Collected fingerprints from 12 different counties, including Stanislaus, are sent to the Department of Justice (DOJ) for processing, which can take anywhere between a week to a month for processing and there’s no guarantee they’ll be processed at all.
“On lower level crimes, not counting homicide obviously, DOJ picks and chooses the cases they want to process because they’ve had cut backs, too,” Redd said. “It’s very disappointing but that’s the way it is.”
Even knowing this, officers are still doing what they can to make a difference, noted Redd.
“Officers are still taking the time to check all they can to close a case and that makes me proud,” she said.
Right now, detectives have been inundated with child molestation reports, which require a lot of legwork to create a case strong enough for the District Attorney’s office to prosecute.
Because children are involved, the detectives want to make sure they’re doing everything they can to make it stick.
But it takes time and resources — two things officers don’t always have in large supply.
On any given 24-hour period, there are 100 incidents logged into dispatch, not all of these calls will turn into cases but each require time and effort to see through.

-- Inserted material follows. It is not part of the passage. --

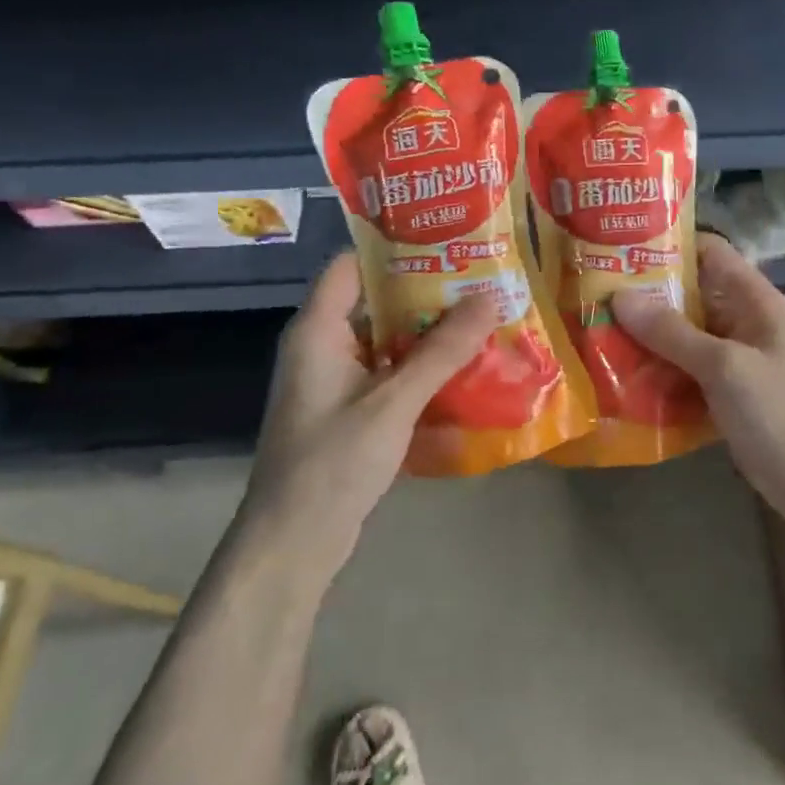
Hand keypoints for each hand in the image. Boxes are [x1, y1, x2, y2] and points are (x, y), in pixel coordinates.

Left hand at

“These calls take away from any police work that needs to be done,” Redd said. “And we’ve been inundated with thefts throughout the city.”
On a day that Redd worked the dispatch desk, it was so busy she couldn’t catch a breath and neither could her officers on shift, which meant no breaks for lunch or bathroom needs. It was go, go, go. It never stopped.
Unfortunately, in Redd’s opinion, the solution isn’t as simple as saying, “We need more cops on the street, although that would help, the problem is much bigger than that.”
With every state and federal law enforcement agency tightening their belt, the ripple effect is being felt everywhere — and it’s not good.
“The prisons are kicking out the felons to county jail and county is sending property thieves back on the street because they don’t have the room,” Redd said.
As an example, a parolee was picked up on charges for having possession of four stolen vehicles on his property; within a month he was back on the street.
“Everybody’s getting kicked back and it’s the trickle effect that affects the average citizen because the criminals are out there, looking for things to steal,” Redd said.
Case in point, Redd noted a suspicious character in her neighborhood that she didn’t recognize as a resident on her street. By the following night, a known thief was seen cruising through her neighborhood.
A thief’s job is to steal — and they’re out looking for new prospects, which is why officers are saying it’s more important than ever that neighbors get to know their neighbors and watch out for any suspicious behavior.
“People have to be more diligent about protecting their property,” Redd said. “You have to get to know your neighbor.”
To that end, there are 27 Neighborhood Watch groups, however, only about 10 are active, such as in the Bridle Ridge and Burchell Hill neighborhoods.
And if you want to know what kind of crimes are being reported in your neighborhood, go to www.crimereports.com where everything from rape to theft to registered sex offenders are listed for anyone who has the desire to know.
Unfortunately, Redd said, there are a lot of crimes not being reported, which only hampers officers’ as they try to watch for crime spikes in certain areas.
But there’s another trend starting to happen that may spell trouble later as a certain level of lawlessness continues — more people are arming themselves to protect their property.
According to Oakdale Police Chief Marty West, concealed weapon permits were on the rise.
But as of Jan. 1, Oakdale would no longer process the requests, having handed that responsibility to the Stanislaus County Sheriff’s Department due to a lack of resources.
And so there you have it, officials said, the consequence of a spiraling economy as experienced by ordinary folk and the people just trying to make it through to the end of the day, no matter which end of the 911 call they land.
High-end surveillance cameras, anti-theft devices, neighbors watching neighbors and guns — the ripple effect is bound to affect everyone in some way; just ask Tom Locklin.